Die türkische Justiz hat zweieinhalb
Monate vor den Parlamentswahlen das Verbot der einzigen legalen Kurdenpartei
eingeleitet. Die Volksdemokratie-Partei
(HADEP) müsse verboten werden, weil sie von der verbotenen Arbeiterpartei
Kurdistans (PKK) gelenkt werde, erklärte
Generalstaatsanwalt Vural Savas am Freitag in seinem beim
Verfassungsgericht in Ankara eingereichten
Antrag. Die HADEP sei der legale Arm der PKK. Ein HADEP-Anwalt
sprach dagegen von einem politischen
Manöver. Auch wenn sich das Verbotsverfahren über den Wahltag
hinausziehen
dürfte, wolle Ankara die HADEP-Wähler
vor dem Urnengang am 18. April abschrecken. Die Partei werde aber zu den
Parlaments- und Kommunalwahlen antreten.
In der 56seitigen Anklageschrift verweist
Savas darauf, daß HADEP-Mitglieder im Herbst nach der Ankunft Abdullah
Öcalans in Italien zur Unterstützung
des PKK-Chefs aufgerufen hätten. HADEP-Chef Murat Bozlak wurde damals
zusammen mit über 700 Parteimitgliedern
verhaftet. Savas wirft der Partei auch vor, bei einem ihrer Parteitage
sei die
türkische Fahne unter dem Applaus
der Delegierten abgehängt und durch ein Porträt Öcalans
sowie eine PKK- Fahne
ersetzt worden. Die HADEP-Ortsvereine
seien regelrechte Anwerbebüros für die PKK. In Seminaren versuche
die
Partei, bei Kurden »Feindschaft
gegen die staatliche Ordnung und die staatliche Einheit« zu wecken.

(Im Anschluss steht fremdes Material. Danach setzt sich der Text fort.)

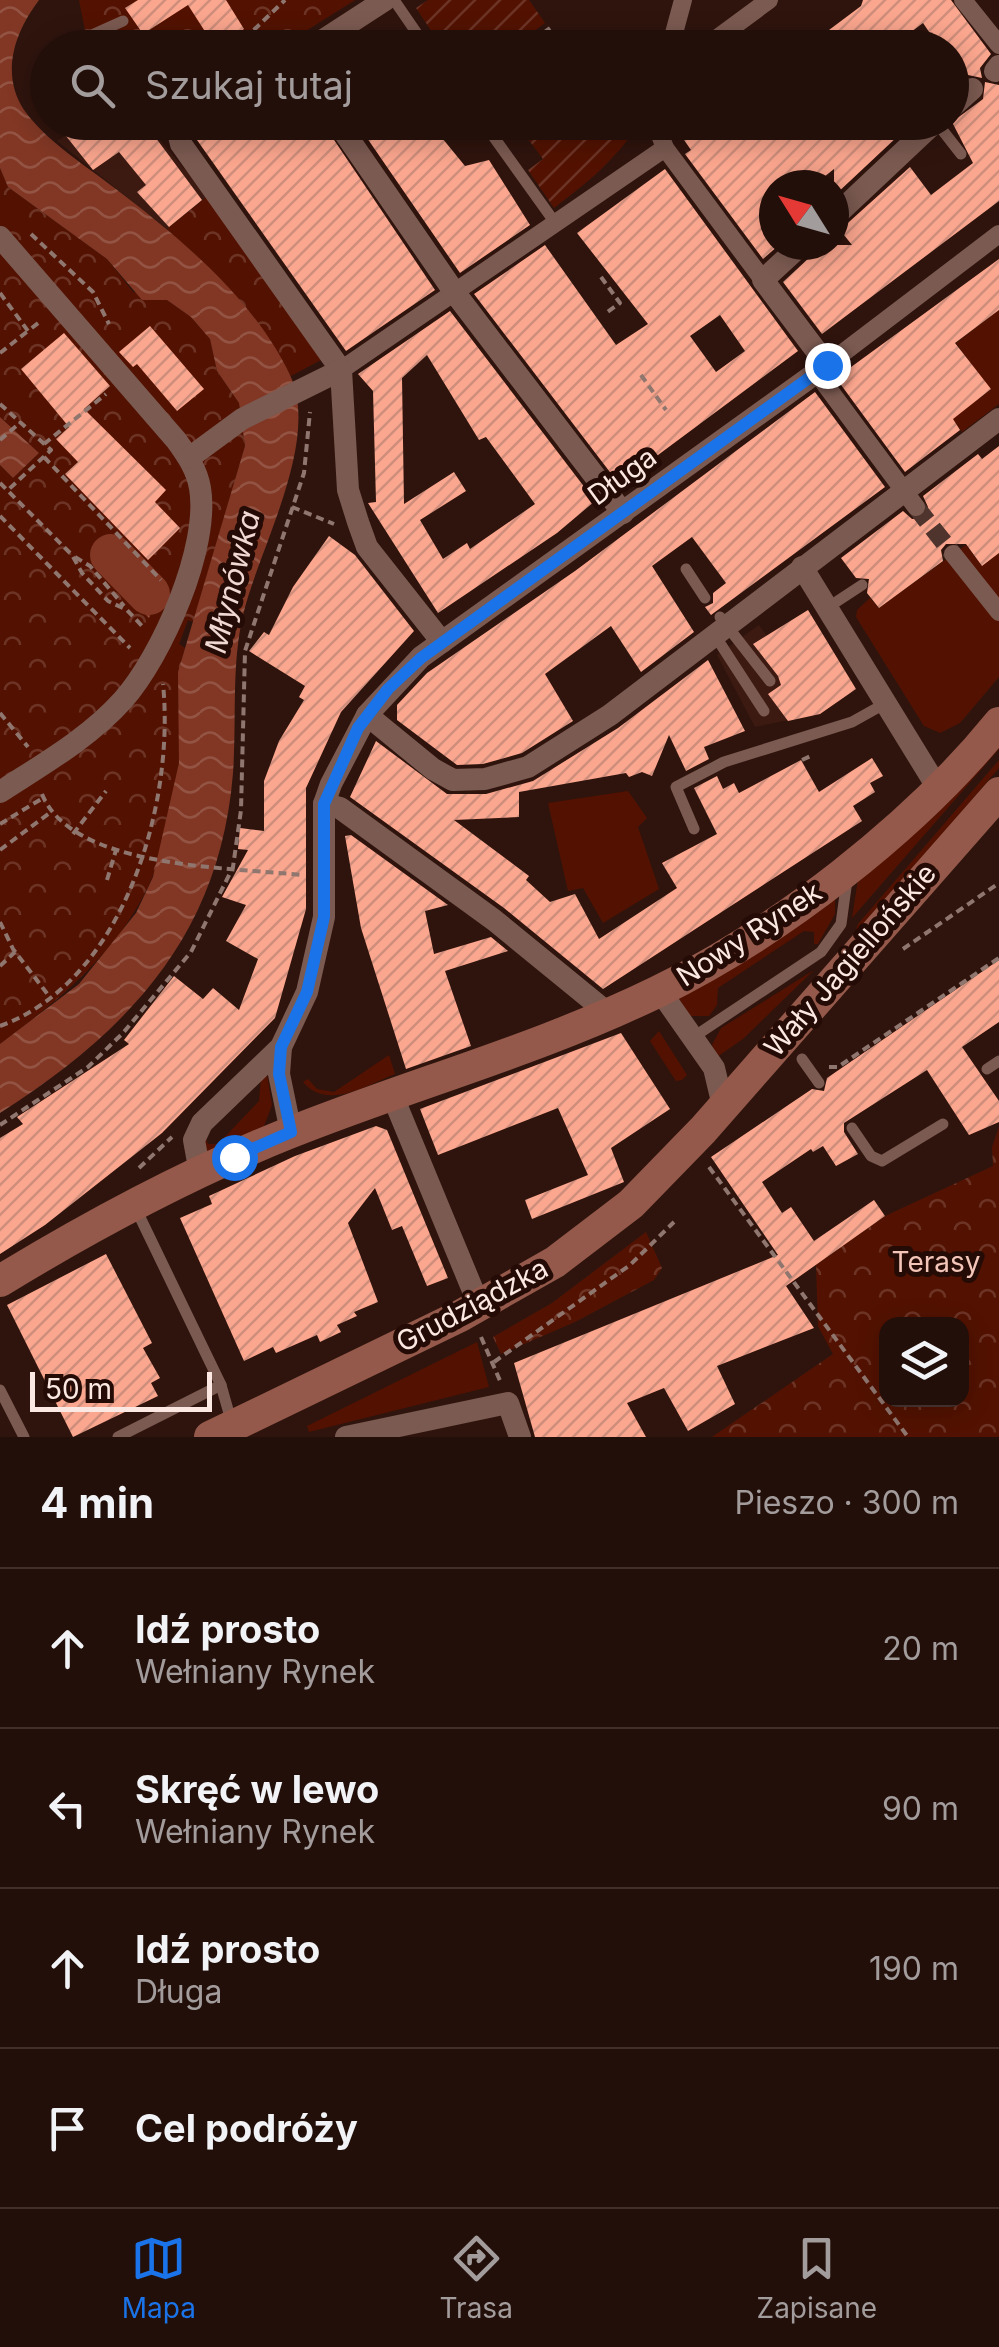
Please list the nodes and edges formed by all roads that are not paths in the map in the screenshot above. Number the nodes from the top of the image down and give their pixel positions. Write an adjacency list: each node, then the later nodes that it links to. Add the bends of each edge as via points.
1 (386, 0): 6 (street)
2 (394, 0): 10 (lane)
3 (683, 0): 11 (street)
4 (769, 0): 12 (street)
5 (963, 0): 13 (street)
6 (349, 9): 9 (street)
7 (122, 20): 8 (lane)
8 (101, 30)
9 (329, 30)
10 (415, 30)
11 (675, 30)
12 (728, 30)
13 (999, 45)
14 (972, 89): 15 (street)
15 (969, 92)
16 (182, 140): 32 (street)
17 (349, 140): 30 (street)
18 (497, 140): 25 (lane)
19 (663, 140): 22 (street)
20 (917, 140): 24 (street)
21 (950, 140): 23 (lane)
22 (666, 148): 25 (street); 29 (street)
23 (961, 154)
24 (849, 203)
25 (556, 224): 30 (street)
26 (999, 234): 31 (street, Długa)
27 (0, 237): 34 (street)
28 (785, 260): 29 (street)
29 (763, 280): 31 (street)
30 (455, 293): 32 (street); 36 (street)
31 (821, 369): 35 (street); 36 (street, Długa)
32 (341, 370): 34 (street, via 302,402 242,418); 45 (street, via 348,490 358,522 367,546)
33 (999, 419): 35 (street)
34 (189, 458): 52 (street, via 202,506 192,559 148,668 96,726)
35 (910, 499): 38 (street)
36 (623, 513): 45 (street, Długa)
37 (953, 554): 43 (street)
38 (802, 567): 42 (street); 44 (street)
39 (686, 569): 41 (lane)
40 (862, 586): 42 (lane)
41 (705, 598)
42 (830, 606): 47 (street)
43 (999, 612)
44 (720, 625): 46 (lane); 48 (lane); 49 (street, via 550,755 503,776 442,776)
45 (442, 642): 49 (street, Długa, via 399,676)
46 (770, 682)
47 (886, 703): 51 (street); 55 (lane, via 852,722 724,762 676,787)
48 (764, 711)
49 (367, 715): 54 (street, Długa)
50 (999, 723): 51 (main road)
51 (939, 790): 56 (main road, Nowy Rynek)
52 (0, 792)
53 (999, 792): 66 (main road, Wały Jagiellońskie)
54 (324, 804): 58 (street, via 340,808 448,884); 60 (street, via 324,917 307,992)
55 (694, 829)
56 (848, 870): 57 (main road, Nowy Rynek); 59 (lane, via 841,924 821,952)
57 (660, 991): 58 (main road); 59 (street, Nowy Rynek)
58 (609, 1014): 65 (main road)
59 (692, 1038): 66 (street, Nowy Rynek, via 714,1068)
60 (281, 1047): 69 (street, via 279,1074); 70 (street, via 202,1122 194,1140)
61 (802, 1059): 64 (lane)
62 (999, 1061): 63 (lane)
63 (987, 1069)
64 (820, 1083)
65 (393, 1097): 69 (main road); 73 (street)
66 (713, 1118): 73 (main road, Grudziądzka, via 650,1189)
67 (944, 1124): 68 (lane, via 882,1161)
68 (852, 1128)
69 (291, 1132): 70 (main road)
70 (200, 1173): 71 (main road)
71 (134, 1205): 72 (main road); 74 (lane)
72 (0, 1281)
73 (479, 1319): 76 (main road, Grudziądzka)
74 (222, 1385): 76 (lane); 79 (lane)
75 (0, 1390): 78 (lane)
76 (221, 1432)
77 (358, 1436): 80 (street, via 438,1426 508,1404)
78 (24, 1437)
79 (118, 1437)
80 (520, 1437)

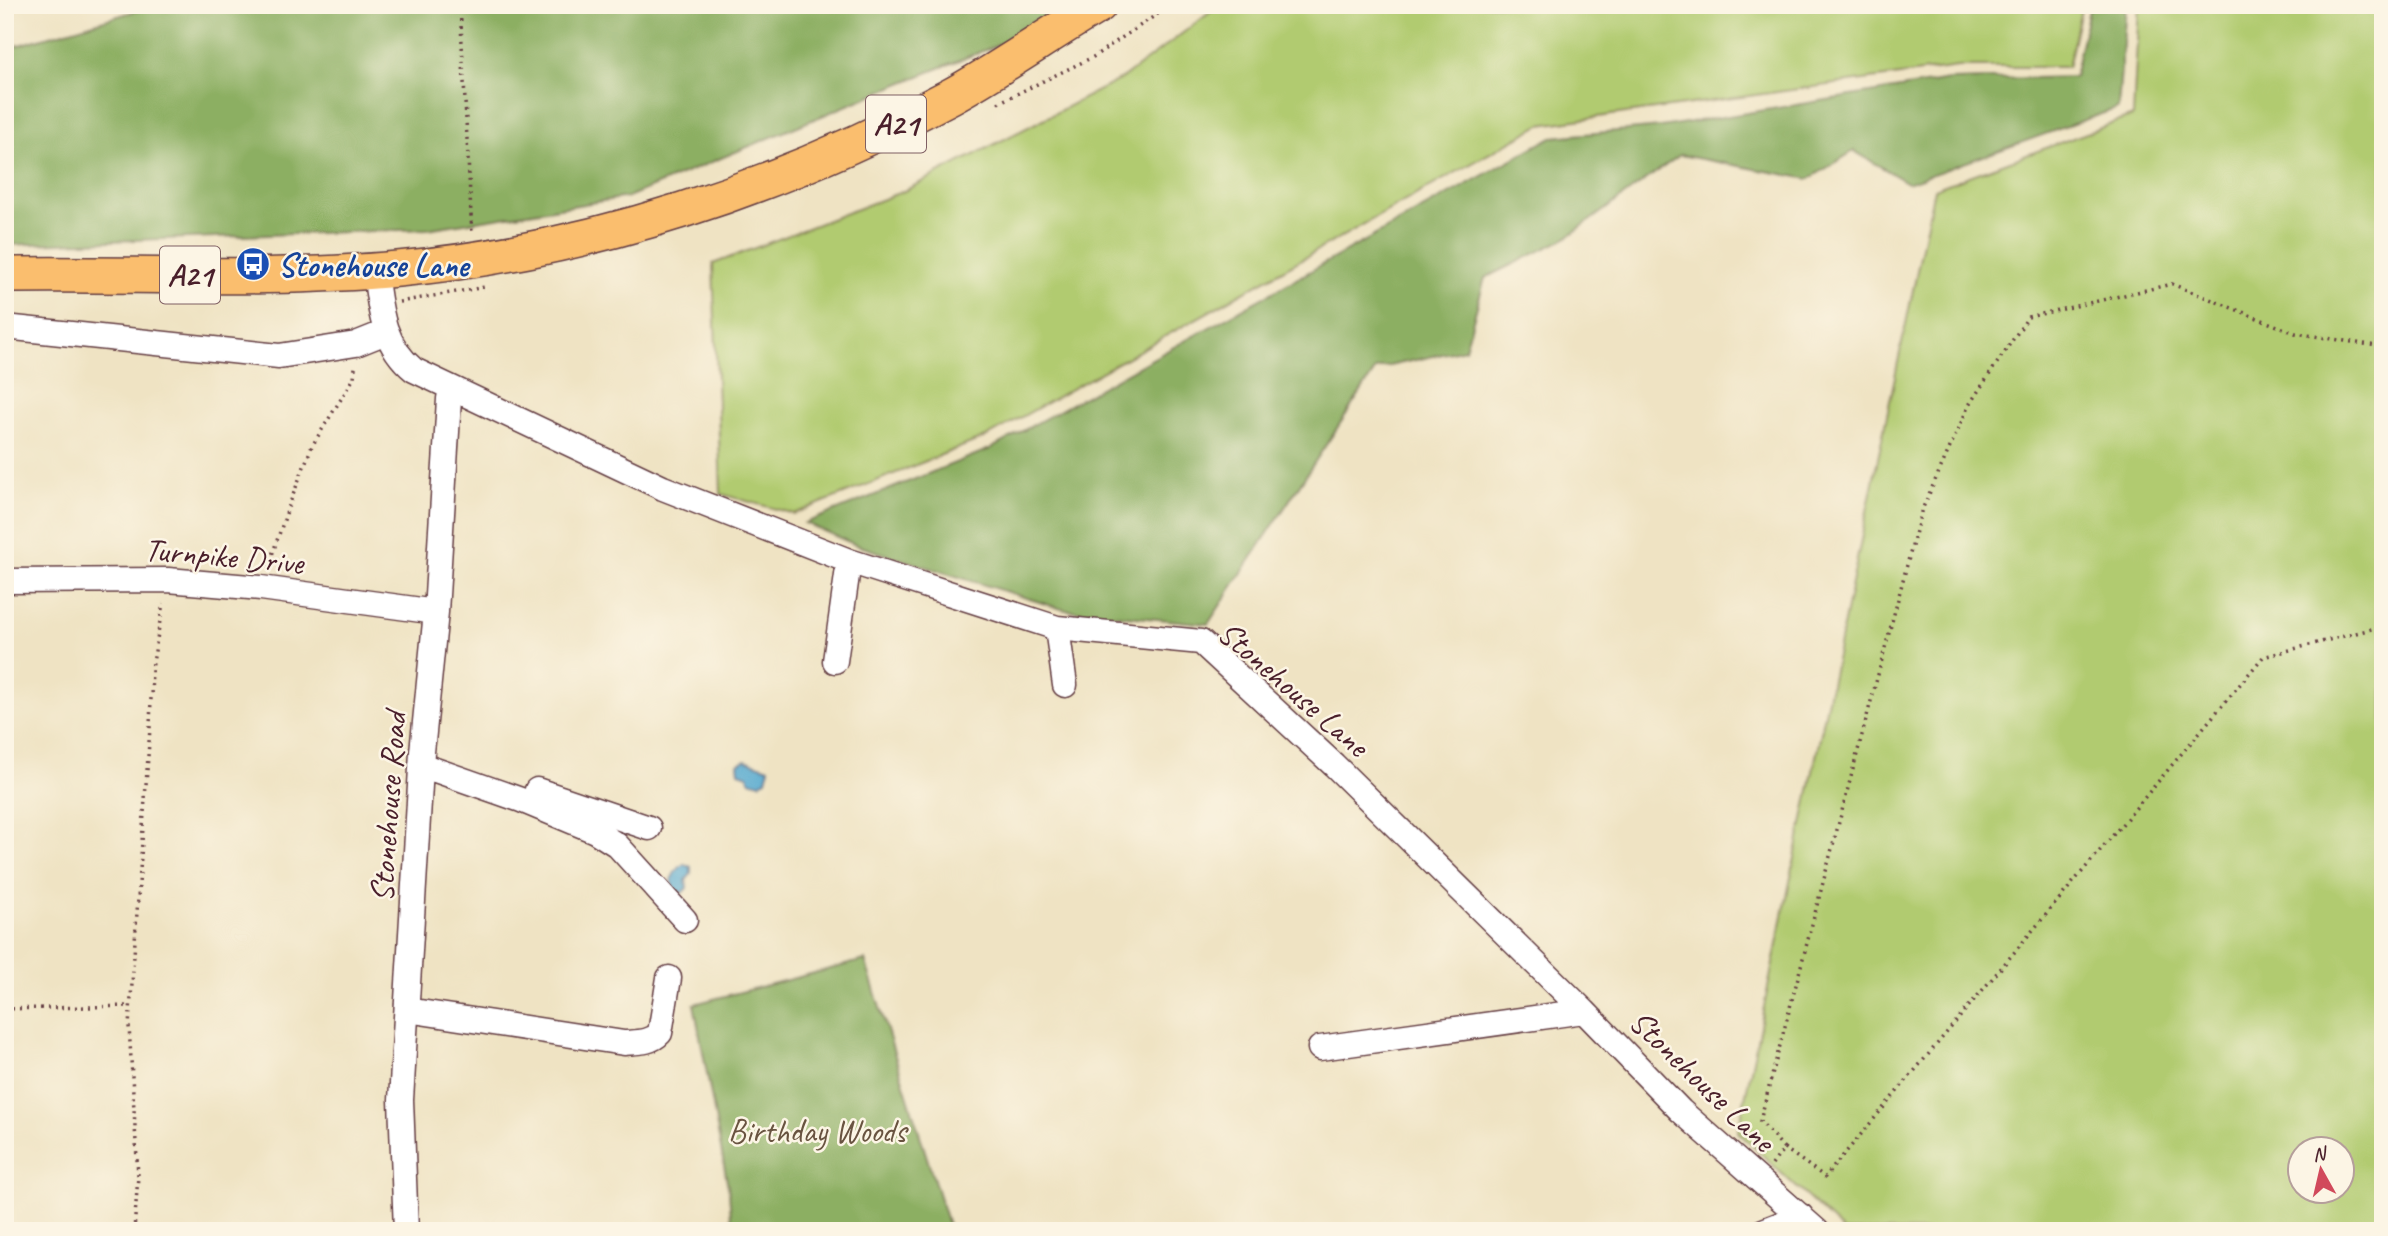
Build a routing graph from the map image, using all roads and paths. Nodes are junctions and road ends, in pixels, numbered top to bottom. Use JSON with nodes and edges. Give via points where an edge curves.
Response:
{"nodes":[{"id":1,"x":28,"y":5,"type":"edge"},
{"id":2,"x":460,"y":5,"type":"edge"},
{"id":3,"x":1089,"y":9,"type":"edge"},
{"id":4,"x":5,"y":12,"type":"edge"},
{"id":5,"x":472,"y":234,"type":"dead end"},
{"id":6,"x":375,"y":271,"type":"junction"},
{"id":7,"x":5,"y":275,"type":"edge"},
{"id":8,"x":5,"y":327,"type":"edge"},
{"id":9,"x":386,"y":332,"type":"junction"},
{"id":10,"x":356,"y":344,"type":"junction"},
{"id":11,"x":2383,"y":348,"type":"edge"},
{"id":12,"x":451,"y":388,"type":"junction"},
{"id":13,"x":849,"y":561,"type":"junction"},
{"id":14,"x":167,"y":580,"type":"junction"},
{"id":15,"x":5,"y":581,"type":"edge"},
{"id":16,"x":261,"y":588,"type":"junction"},
{"id":17,"x":436,"y":612,"type":"junction"},
{"id":18,"x":2383,"y":626,"type":"edge"},
{"id":19,"x":1057,"y":628,"type":"junction"},
{"id":20,"x":835,"y":661,"type":"dead end"},
{"id":21,"x":1065,"y":685,"type":"dead end"},
{"id":22,"x":422,"y":758,"type":"junction"},
{"id":23,"x":649,"y":828,"type":"dead end"},
{"id":24,"x":685,"y":920,"type":"dead end"},
{"id":25,"x":669,"y":978,"type":"dead end"},
{"id":26,"x":130,"y":1006,"type":"junction"},
{"id":27,"x":5,"y":1009,"type":"edge"},
{"id":28,"x":407,"y":1010,"type":"junction"},
{"id":29,"x":1584,"y":1011,"type":"junction"},
{"id":30,"x":1320,"y":1048,"type":"dead end"},
{"id":31,"x":1784,"y":1148,"type":"junction"},
{"id":32,"x":1761,"y":1182,"type":"junction"},
{"id":33,"x":1809,"y":1224,"type":"edge"},
{"id":34,"x":134,"y":1231,"type":"edge"},
{"id":35,"x":405,"y":1231,"type":"edge"},
{"id":36,"x":1763,"y":1231,"type":"edge"}],
"edges":[{"from":1,"to":4,"type":"path"},
{"from":2,"to":5,"type":"path"},
{"from":3,"to":6,"type":"highway","number":"A21","via":[[991,73],[920,112],[770,180],[665,215],[561,242]]},
{"from":6,"to":7,"type":"highway","number":"A21"},
{"from":6,"to":9,"type":"street","name":"Stonehouse Lane"},
{"from":8,"to":10,"type":"street","via":[[279,356]]},
{"from":9,"to":10,"type":"street"},
{"from":9,"to":12,"type":"street","name":"Stonehouse Lane","via":[[402,360]]},
{"from":10,"to":16,"type":"path","via":[[354,378],[312,446]]},
{"from":11,"to":31,"type":"path","via":[[2295,333],[2172,284],[2028,317],[1969,405],[1921,512],[1760,1121]]},
{"from":12,"to":13,"type":"street","name":"Stonehouse Lane","via":[[663,488]]},
{"from":12,"to":17,"type":"street","name":"Stonehouse Road"},
{"from":13,"to":19,"type":"street","name":"Stonehouse Lane"},
{"from":13,"to":20,"type":"street"},
{"from":14,"to":15,"type":"street","name":"Turnpike Drive"},
{"from":14,"to":16,"type":"street","name":"Turnpike Drive"},
{"from":14,"to":26,"type":"path","via":[[152,668]]},
{"from":16,"to":17,"type":"street","name":"Turnpike Drive"},
{"from":17,"to":22,"type":"street","name":"Stonehouse Road"},
{"from":18,"to":31,"type":"path","via":[[2263,657],[1825,1177]]},
{"from":19,"to":21,"type":"street"},
{"from":19,"to":29,"type":"street","name":"Stonehouse Lane","via":[[1201,642],[1334,765]]},
{"from":22,"to":23,"type":"street"},
{"from":22,"to":24,"type":"street","via":[[595,831],[617,845]]},
{"from":22,"to":28,"type":"street","name":"Stonehouse Road"},
{"from":25,"to":28,"type":"street","via":[[660,1033],[644,1042],[624,1043]]},
{"from":26,"to":27,"type":"path"},
{"from":26,"to":34,"type":"path","via":[[138,1176]]},
{"from":28,"to":35,"type":"street","name":"Stonehouse Road","via":[[401,1100]]},
{"from":29,"to":30,"type":"street"},
{"from":29,"to":32,"type":"street","name":"Stonehouse Lane","via":[[1681,1111]]},
{"from":31,"to":32,"type":"path"},
{"from":32,"to":33,"type":"street","name":"Stonehouse Lane"},
{"from":33,"to":36,"type":"street"}]}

HADEP-Anwalt Yusuf Alatas sagte gegenüber
AFP, mit dem Verbotsantrag sollten auch HADEP-Wahlbündnisse mit
anderen Parteien erschwert werden. Der
türkische Menschenrechtsverein IHD beklagte, die Justiz wolle die
HADEP vor
den Wahlen kaltstellen. Dagegen sagte
Staatspräsident Süleyman Demirel, jeder müsse »sich
an die Gesetze halten, sonst
kann der Staat nicht funktionieren«.
Die 1994 gegründete HADEP wird schon
seit längerem von den Behörden verfolgt. Bei den Wahlen Ende
1995
scheiterte die Partei zwar an der Zehn-Prozent-Hürde,
eroberte aber in den kurdisch besiedelten Gebieten im Südosten
teilweise über 50 Prozent der Stimmen.
Besonders für die Kommunalwahlen wurden ihr deshalb im Osten des Landes
Erfolge vorausgesagt. Die HADEP ist
die Nachfolgerin der 1994 verbotenen Kurdenpartei DEP. Die
DEP-Abgeordneten wurden damals zum Teil
zu hohen Gefängnisstrafen verurteilt; unter ihnen ist auch die Politikerin
Leyla Zana, die während ihrer Haft
mit einem Friedenspreis des Europaparlaments ausgezeichnet wurde.
Der 60jährige Generalstaatsanwalt
Savas gilt als kompromißloser Verfechter des von Justiz, Militär
und etablierten
Parteien getragenen türkischen
Staatsverständisses. Danach gelten selbst gemäßigte Forderungen
nach Autonomie für die
Kurden als staatsfeindlich. Aber auch
gegen islamisch- fundamentalistische Bestrebungen geht Savas vor. Im
vergangenen Jahr hatte er das Verbotsverfahren
gegen die fundamentalistische Wohlfahrtspartei geleitet.